You can add more ab work to the tablemaker by never resting your butt on the floor. Instead, rest your bodyweight on your heels and your hands. Raise and lower yourself upwards and downwards, NEVER PUT YOUR ASS ON THE GROUND! A friendly reminder when you're doing the tablemaker: make sure your head and neck travel with your torso. Don't raise your torso while keeping your head stationary.
While I don't do these exercises when I'm doing the Bible, I thought that while I'm going over the finer points of certain BW exercies, I'll mention a pointer on one of my favorite ab exercises: The spider-T push-up. When you're doing this push-up, make sure that as you descend downwards, make sure that you keep your shoulders straight. Don't allow the shoulder on the side of your moving knee to sag. This assures that you're not losing any of the difficulty of the exercise. It also may spare you some shoulder soreness afterwards.

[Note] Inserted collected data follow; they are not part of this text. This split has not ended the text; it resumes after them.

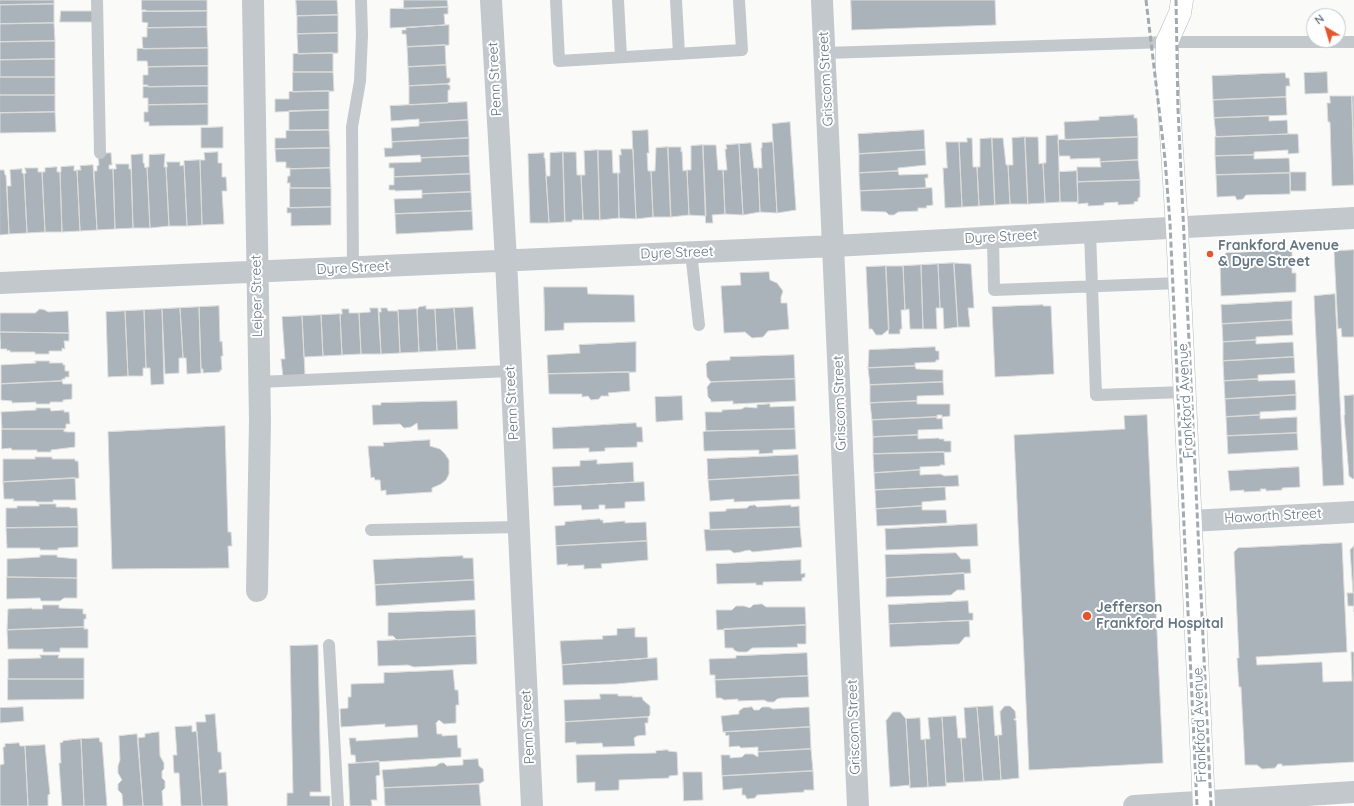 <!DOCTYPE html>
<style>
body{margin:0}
#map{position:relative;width:1354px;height:806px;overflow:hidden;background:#fafaf8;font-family:Quicksand,sans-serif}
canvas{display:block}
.north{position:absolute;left:1306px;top:8px;width:40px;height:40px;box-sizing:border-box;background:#fff;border:1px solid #c1c8cd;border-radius:50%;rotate:322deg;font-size:11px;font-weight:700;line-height:16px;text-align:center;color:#657683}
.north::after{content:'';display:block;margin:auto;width:14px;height:18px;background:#e4572e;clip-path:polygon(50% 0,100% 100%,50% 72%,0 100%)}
</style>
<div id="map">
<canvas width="1354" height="806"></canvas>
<div class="north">N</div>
</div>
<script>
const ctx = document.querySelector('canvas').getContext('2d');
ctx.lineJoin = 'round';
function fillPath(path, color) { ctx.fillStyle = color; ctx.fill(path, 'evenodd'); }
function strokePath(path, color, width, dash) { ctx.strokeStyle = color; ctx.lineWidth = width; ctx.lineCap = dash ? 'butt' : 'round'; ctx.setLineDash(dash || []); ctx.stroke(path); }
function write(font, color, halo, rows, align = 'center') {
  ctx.font = font + ' Quicksand,sans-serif'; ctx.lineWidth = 4; ctx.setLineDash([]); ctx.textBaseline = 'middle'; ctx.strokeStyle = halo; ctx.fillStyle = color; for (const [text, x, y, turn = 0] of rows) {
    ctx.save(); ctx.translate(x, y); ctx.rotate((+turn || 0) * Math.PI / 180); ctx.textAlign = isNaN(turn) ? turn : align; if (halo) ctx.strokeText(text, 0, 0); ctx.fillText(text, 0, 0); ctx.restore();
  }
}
const building = new Path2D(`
 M0,0H54V4L0,5Z
 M142,0H207V11H146V10H142Z
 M296,0H337L338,15L297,16Z
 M404,0H447L448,7L404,9Z
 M851,0H995L996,25L852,30Z
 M54,4V23L0,24V5Z
 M448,7V14H444L445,25L390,28V9Z
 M61,11H93V22H60Z
 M207,11V27L147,28L148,23L142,22V12Z
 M338,15V33L297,34V16Z
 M54,23L55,41L0,42V24Z
 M449,25V45L407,47L406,34H402V30H406V28Z
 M207,27L208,48L143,49L142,37H147V28Z
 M338,33V53L298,54L297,34Z
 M55,41V59L0,60V42Z
 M445,45L446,65L408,67L407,47Z
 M208,48V66L148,67L147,61H137V49Z
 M333,53V72H293V54Z
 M55,59V77H0V60Z
 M446,65L447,78H450V82L447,84L409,86L408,67Z
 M208,66V86L148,87V85H143V75H148V67Z
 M293,72H333L334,91L293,92Z
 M1327,72L1328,93L1305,94L1304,73Z
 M1285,73L1286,78H1289L1290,86H1286V97L1213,100L1212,76Z
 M0,77H55V95H0Z
 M447,84L448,85H450V90H448V103L409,105V86Z
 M208,86V104L148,105V98H143V87Z
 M329,91V110L275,112V99H289V92Z
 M0,95H55V112L0,113Z
 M1330,96H1352L1354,185L1332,186L1330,122H1328L1327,103H1330Z
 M1352,96H1354V170Z
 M1286,97L1287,115L1214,118L1213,100Z
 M467,102L468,120L419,123V119L391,121L390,106Z
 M208,104V125L149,126V122H144V112H148V105Z
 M329,110V130H289V111Z
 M55,112L56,132L0,133V113Z
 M1134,115V118H1137L1138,137L1065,140L1064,122L1099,120V117Z
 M1269,116V121L1287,120L1288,134L1216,137L1214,118Z
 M468,120L469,138L392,142L391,128L419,126V123Z
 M790,122L796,210L777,213L772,124Z
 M223,127V148H201V128Z
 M329,130L330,148L275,149V138H286V131Z
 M648,130L649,153H647L648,171H651L653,217L636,219L632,131Z
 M924,130L925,150L859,154L858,134Z
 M1288,134H1298L1299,153L1288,154V150L1254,152V155L1215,156V137Z
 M1058,135L1060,202L1045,203L1043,163H1046V136Z
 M1025,137H1038L1039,164L1043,163L1045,203L1028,204Z
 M1025,137L1028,204H1010L1008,165H1013L1012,138Z
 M1138,137V160L1100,162V158L1070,159V156H1059L1058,140Z
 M469,138V156L421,158L420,155L385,157L384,148H392V142Z
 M967,138H972L973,167H977L979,206L962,207L959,142H967Z
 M992,138L995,205L979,206L977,167H980V139Z
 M992,138H1003L1006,165H1008L1010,204L995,205Z
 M773,142L777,213L760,212L758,168H762L761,148H762V143Z
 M946,142H959L962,207L945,208L943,168H947Z
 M751,143L754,168H758L760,212L743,215L739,144Z
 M739,144L743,215L725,214L723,170H727L725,149H727L726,145Z
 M703,145L706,216L689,215L687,170H691V146Z
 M703,145H716L718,170H723L725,214L712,215L713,223H706Z
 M668,147H681V152L682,151L683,171L687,170L689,215L671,217Z
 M668,147L671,217H653L651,171H655L656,148Z
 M330,148V168L290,169V168H286V162H276L275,149Z
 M621,149H633L636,219L619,218L618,173H620L619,155H621Z
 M598,150L600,220H583L581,175H585L584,151Z
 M598,150H612L613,173H618L619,218L600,220Z
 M925,150L926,165L898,168V171L859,173V154Z
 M218,152V163H222V177H226L227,191H222L224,224L202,225L200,160H205L204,153Z
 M563,152H576L577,175H581L583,220H572V222H565Z
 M563,152L565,222L549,223L546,176H550V153Z
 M111,153L112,165H109V169H113L115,229L97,230L94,171H97V166L99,165L98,154Z
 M544,153V158H545L549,223H530L528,154Z
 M143,154V163H144L145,168L147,167L150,228H133L131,155Z
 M165,154L164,167H166L169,226L150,228L147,167H149V155Z
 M1254,155V159L1289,158L1290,173L1216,175L1215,156Z
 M469,156L470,174L394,177V168H389V163L421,162V158Z
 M200,160L202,225L187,226L184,161Z
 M1138,160L1140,180L1077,182V167H1101L1100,162Z
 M167,162H180V166L184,165L187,226H169L166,167H167Z
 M116,164H129V169H131L133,228L115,229L113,169H116Z
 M93,165L97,230L80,231L77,170H81L80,166Z
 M74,166V171L77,170L80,231L62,232L60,172H61V167Z
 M57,167V172H60L62,232H45L42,172H45V168Z
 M25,168H38V172H42L45,232L27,233L24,174L26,173Z
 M330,168L331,188H290V183H287L288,176H290V169Z
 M22,169V173L24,174L27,233L9,234L7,186H11L10,170Z
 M0,170H4L5,175H6L9,234L0,235Z
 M898,171L899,175L928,174V178H925L926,188L860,191L859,173Z
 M1077,171L1078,202H1060L1059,172Z
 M1290,172H1306V191H1291Z
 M1290,173V194L1246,195L1243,199L1237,200L1235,196L1217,197L1216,175Z
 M470,174L471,192L422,194V190L395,191V190H389V185H394V177Z
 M1140,180V197L1138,198V201L1134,202V204L1118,205V202L1104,203V205L1088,206V203L1078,204L1077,182Z
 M290,188H331V207L290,208Z
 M932,188L933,205L926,206L927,208H918V211L898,212L894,215H889L886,212L861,211L860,191Z
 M471,192L472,211L395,214L394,199L422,198V194Z
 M331,207V225L291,226V213H287V208Z
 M472,211L473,230L396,234L395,214Z
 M1292,250V273H1296V292L1221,296L1220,260L1226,253Z
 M1354,250V337H1342L1341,328L1338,329L1334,251Z
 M954,263L958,327L944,329L943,308H940L938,264Z
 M954,263L971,264L974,308H968L970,327H958Z
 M938,264L940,308H936L937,329H923L921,265Z
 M921,265L923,329H910L909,309L905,310L903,266Z
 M886,266L889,329L882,335H876L872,329H869L866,267Z
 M886,266H903L905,310H901L902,329H900V334H889Z
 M769,272L770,280L777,283L783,291L781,297V303H787L789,329L768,331L763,337L752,338L745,332L724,333L721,286L741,285L740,273Z
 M544,287H587L588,294L634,295L635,322L564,323V330L545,331Z
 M1335,294L1344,485L1323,486L1314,296Z
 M1292,301V320L1222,324L1221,305Z
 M1043,305V306H1051L1054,374L995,377L992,307Z
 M219,306L220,342L222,341L223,356H221L222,370H220V372L203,373V369H201L199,307Z
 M426,306V309H435L437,351L419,352L417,310L419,307Z
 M199,307L201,373L187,374L186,358H183L180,308Z
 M473,307L476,349L457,350L454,308Z
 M180,308L183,358H179V373L165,374L162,309Z
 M370,308H378L381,354H361L359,313L370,312Z
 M381,308H387L388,311H398L400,353L381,354L379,312H381Z
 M454,308L457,350L437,351L435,309Z
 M40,309L45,310L48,312L68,311L69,333L0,332V313H35Z
 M162,309L164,384L151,385L150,368H146L144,310Z
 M342,309H349V313H359L361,354L342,355L340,314H342Z
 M417,309L419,352L400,353L398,310Z
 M144,310L146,368H143V376H128L125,311Z
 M125,311L128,376L108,377L106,312Z
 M340,314L342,355L323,356L321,315Z
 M321,315L323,356L304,357L302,316Z
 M302,316L305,375L283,377L281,359H285L282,317Z
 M1292,320L1293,335L1256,337V340L1223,342L1222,324Z
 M0,332L69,333V341H64L65,349L62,348V351H49V354H35V352H10V350L7,351V349H1Z
 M1256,340V344L1293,342L1294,357L1223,361V342Z
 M636,342V372L548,374L547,355L580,353L579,345Z
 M935,347L936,351H939V360H936V362L915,363V366L868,368L869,350Z
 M794,355L795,379L711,382L707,377L706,364L709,361L730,360V357Z
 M1294,357L1295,373L1258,375V379L1224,381L1223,361Z
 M35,361H50L49,363H63V365H65V371H69V377H65V379H62V381L1,384V365L36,363Z
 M915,366L916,369L943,370V382L870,385L868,368Z
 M629,372L630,391L608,393L609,396H601L599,399L591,400L588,396L582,397V394H549L548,374Z
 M795,379L796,401L733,404V401L711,402V400L708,397L707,387L711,382Z
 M1258,379V381L1295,380L1296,395L1225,399L1224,381Z
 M62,381L63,384H72V399L63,400V402H50V404H36V402L12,403V401L1,400V384Z
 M943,382L944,395L917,396V401L870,403V385Z
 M1296,395V410L1260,412V415L1226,417L1225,399Z
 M1354,395V479H1353L1349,476L1344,415H1345L1344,396Z
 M682,396L683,420L656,422L655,397Z
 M457,401L458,429L418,430L417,423L411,427L404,428L400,424L373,425L372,405H381V403Z
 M917,401V404H950V416L942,417V415H937V417L872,420L870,403Z
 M770,404V407L794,406L795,429L706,431L705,412H722V410L742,409L745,407L757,408V405Z
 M36,408H50L51,411L64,410V412H69L70,424H66V428L64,429H2L1,412L36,410Z
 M1147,415L1163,763L1029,770L1014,435L1125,429L1124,416Z
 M1260,415V419L1297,417V433L1227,436L1226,417Z
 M937,417V419L942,418L943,429L918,430V435L873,437L872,420Z
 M636,423L637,427H642L643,442H637V447L605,448V451L589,452V448L553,449L552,428Z
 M225,426L228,532H231L232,546H228L229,568L112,569L108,432Z
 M2,429H64V432L66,431V432H75V447L51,450V452H37V450H12L11,448L2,449Z
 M795,429L796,449L773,450V453L759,454V450L704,451L703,432L706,431Z
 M1297,433L1298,450L1228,454L1227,436Z
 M918,435V439L939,438V439H944V441H951V452L873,454V437Z
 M430,440V446L440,449L445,454L449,460V474L446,480L441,484L432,488V492L386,495V490L381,491L380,480H375L374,477L371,478L368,446H384L383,443Z
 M944,452L945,465H940V466L920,467V470L874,473L873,454Z
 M798,455L799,475L708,480L707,459Z
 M35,457H52V459H75V461H78L79,478L3,482V459H35Z
 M597,460V464L633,462L634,482L553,487L552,467L580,466V461Z
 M1299,467L1300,487L1282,488V490L1266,491V489H1260L1261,491L1244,492V490L1230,491L1228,471Z
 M920,470V475L940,474L945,476L958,475L959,486L875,490L874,473Z
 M799,475L800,499L734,502V499L710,501L708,480Z
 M75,478L76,500H53V502H36V501H13L14,499H4L3,482Z
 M644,482L645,501L625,502V508L605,509V505H599V509L582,510L581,505L554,506L553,487Z
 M945,487L946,500L922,502V506L876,509L875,490Z
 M39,504H56V507H70V508H77L78,527L6,528V508H17V506H39Z
 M755,505L757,507L791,505V507L799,506L800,527L710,530L709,512L726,511V509L747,508L749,506Z
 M922,506V510H946L947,523L877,526L876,509Z
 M600,519V520H603V523L625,521V523L646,522L647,541L556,546L555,526L565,525V522Z
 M977,524L978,546L886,550L885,529Z
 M78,527V547L58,548V550H40V548H7L6,528Z
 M800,527L802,547L752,552L750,550L744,551L741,552L734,553L730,550L706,551L704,530Z
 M647,541L648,560L601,564L602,568L584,569V565L567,566L568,564L557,565L556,546Z
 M1342,543L1347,652L1256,657L1257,665L1322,662L1323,682L1352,681L1351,652H1354V762L1282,766V764H1278L1275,768L1262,769L1257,765H1245L1241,687H1239L1237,658H1239L1234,552L1238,548Z
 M1354,546V612V606H1348L1347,593H1353L1350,550Z
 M956,553L961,559H970L971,573L886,578L885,555Z
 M40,555H57V557L77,559V578L7,577V559L40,557Z
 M463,556V558H473L474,580L375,585L373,560Z
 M801,560V574L805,573V577L802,578V581L763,582V585H756V583L717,584L716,564Z
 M964,573L965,590H957L951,595L886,597V578Z
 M7,577L77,578V598H64L60,601H41L40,598L7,599Z
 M474,580L475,600L376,606L375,585Z
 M968,601L969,613H973V620L889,624L888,605Z
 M762,604L766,607H805L806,625L717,630L716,610H732L736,606H744L750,608L753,605Z
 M43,605H59V608L83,609V614H86V619H84V627L7,630L8,609L32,608V609H42Z
 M475,610L476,636L397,640L393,636H388V613Z
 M969,621L970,637H965L959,644L890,647L889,624Z
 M806,625V644H797L798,647L752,648L747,652H738L734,650L733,648H725L724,629Z
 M84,627V629H88V648H60V652H43V649H8L7,630Z
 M635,628V637H647L648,658L562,665L560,641L603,639L602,636L617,635V629Z
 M476,636L477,664L414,667L408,665L378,666L377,641Z
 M318,645L321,792H310V796H330V806H287V793H293L290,646Z
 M807,653L808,676L715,680V675H710L709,659L736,658V656Z
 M40,655H59L58,658H84V679H8V659L41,658Z
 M657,658L658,680L616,684L563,685L562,665Z
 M453,670L455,690H458L459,705H456V723L444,724L439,720L436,723L437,734H442V736L457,735L458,748H461V757L356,763L355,755H351L349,738H356V741L418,737L417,725L385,727V724L341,727L340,709L348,708V697H351V684L384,683V673Z
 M808,676L809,697L781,698L777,699L774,702H768L764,700L738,701V699L724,700L721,698H716L715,680Z
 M8,679H84V699L8,700Z
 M600,694H618V696H633L632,697H642L643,700L650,706V715L648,717L565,722L564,700L600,699Z
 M993,706L995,736L998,735L1001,780L983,781L977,707Z
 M1005,706H1010L1015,711L1016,718L1014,719V720H1016L1019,778L1001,780L998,735H1002L1000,712Z
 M23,707L24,721L0,723V708Z
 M752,707L754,710H759L762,707H769L773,709L809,707L810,727L723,732L721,716L739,714V711L743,708Z
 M977,707L983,781L964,782L961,738H966L964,708Z
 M893,712H900L906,719L910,785L890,787L886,721Z
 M215,714L218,752H221L222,769L219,770V773L226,772L228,806H202L196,722H206L205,715Z
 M956,716L958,738H961L964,782L946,783L942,717Z
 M648,717V723H645L646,735L637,736L634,738L635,746L603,747L602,743L576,744V742L565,743V722Z
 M942,717L946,786L928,787L925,739H930L928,718Z
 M920,718L921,740L925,739L928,787L910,788L906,719Z
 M192,726V732L197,731L202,806H181L179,773H174L173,755H177L175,727Z
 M810,727L811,749L758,752V747L741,748L739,746L729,747V735L726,736L725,732Z
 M159,732L160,756L164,763V769L162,771V778L165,781V788L162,791L163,806H143L138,738L145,737V734Z
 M137,734L143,806H123L122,794L118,790V784L122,780L118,773V766L120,760L119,736Z
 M99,738L100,742H102L107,806H84L81,739Z
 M81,739L84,806H62L59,763H61L60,743L63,742V741Z
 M19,743L20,746H25L28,806H0V765L4,764L3,747H5V744Z
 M45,745L50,794L48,795V806H28L25,746Z
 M811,749L813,771L722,776L721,755H730V758L742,757L745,754H753L758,757V752Z
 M668,750V751L677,752L678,775L669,776V778L619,780V790L595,791V782L577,783L576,755L656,753V751Z
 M478,759L479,766L483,769L484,781L479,784L384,788L382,770L436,766L440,763H444L447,766L463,765V760Z
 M379,761L380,775L376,776L377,800H371L372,806H350L348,764Z
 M813,771L814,790H804V792L757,795L755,798L747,799L745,795H742V788L723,790L722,776Z
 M683,772H702L703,800L684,801Z
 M479,784L481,806H385L384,788Z`);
fillPath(building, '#aab3b9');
strokePath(building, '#dcdcda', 1);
const secondary = new Path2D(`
 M1182,0L1180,13L1167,42V72L1177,228L1204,806`);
strokePath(secondary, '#b3babf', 23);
strokePath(new Path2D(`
 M97,0L100,153
 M556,0L559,61L742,50L739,0
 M618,0L621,57
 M676,0L679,54
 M825,53L1167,42H1354
 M1090,233L1096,395L1185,392
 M993,238L994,290L1180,283
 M691,252L699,325
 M353,268L352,127L360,81L362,35L361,0
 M259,382L510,371
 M371,530L519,527
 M329,645L338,806`), '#c3c8cc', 12);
strokePath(new Path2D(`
 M253,0L260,421L257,591
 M491,0L506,260L532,806
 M822,0L858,806
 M0,283L834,246L1354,218
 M1191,521L1354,512
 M1134,806L1354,792`), '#c3c8cc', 22);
strokePath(secondary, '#fff', 22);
strokePath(new Path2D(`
 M1146,0L1165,159L1170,223L1197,806
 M1176,0L1178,109L1211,806`), '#a2aab0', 3, [6, 3]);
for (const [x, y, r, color] of [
 [1210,254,4,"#e4572e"],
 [1087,616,5,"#e4572e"]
]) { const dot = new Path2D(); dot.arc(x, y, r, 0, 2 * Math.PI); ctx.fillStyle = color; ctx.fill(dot); strokePath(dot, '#fff', 1.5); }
write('14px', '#657683', '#fff', [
 ["Penn Street",495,79,-93],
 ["Griscom Street",826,79,-93],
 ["Dyre Street",1001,237,-3],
 ["Dyre Street",677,253,-2],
 ["Dyre Street",353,268,-3],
 ["Leiper Street",257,296,-91],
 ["Frankford Avenue",1186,401,-93],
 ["Penn Street",512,403,-93],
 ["Griscom Street",840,403,-92],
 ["Haworth Street",1273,516,-3],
 ["Frankford Avenue",1200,725,-92],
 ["Penn Street",528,727,-93],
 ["Griscom Street",854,727,-92]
]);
write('bold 14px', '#657683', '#fff', [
 ["Frankford Avenue",1218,246],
 ["& Dyre Street",1218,262],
 ["Jefferson",1096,608],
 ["Frankford Hospital",1096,624]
], 'left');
</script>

I could keep going with small details like this but I think I'd be better served to tell you to keep yourself focused on what you're doing when you're exercising. Getting the most out of a given exercise by paying attention isn't just about the move as you've learned it. It's also about realizing that you might be missing out on a small tweak that can get you more results. As you tire, your body will instinctively try to make the exercise easier. It's up to your sharp mind and your willpower to realize this and force yourself to maintain the intensity and form. That's why paying attention and staying focused is so important when you're training.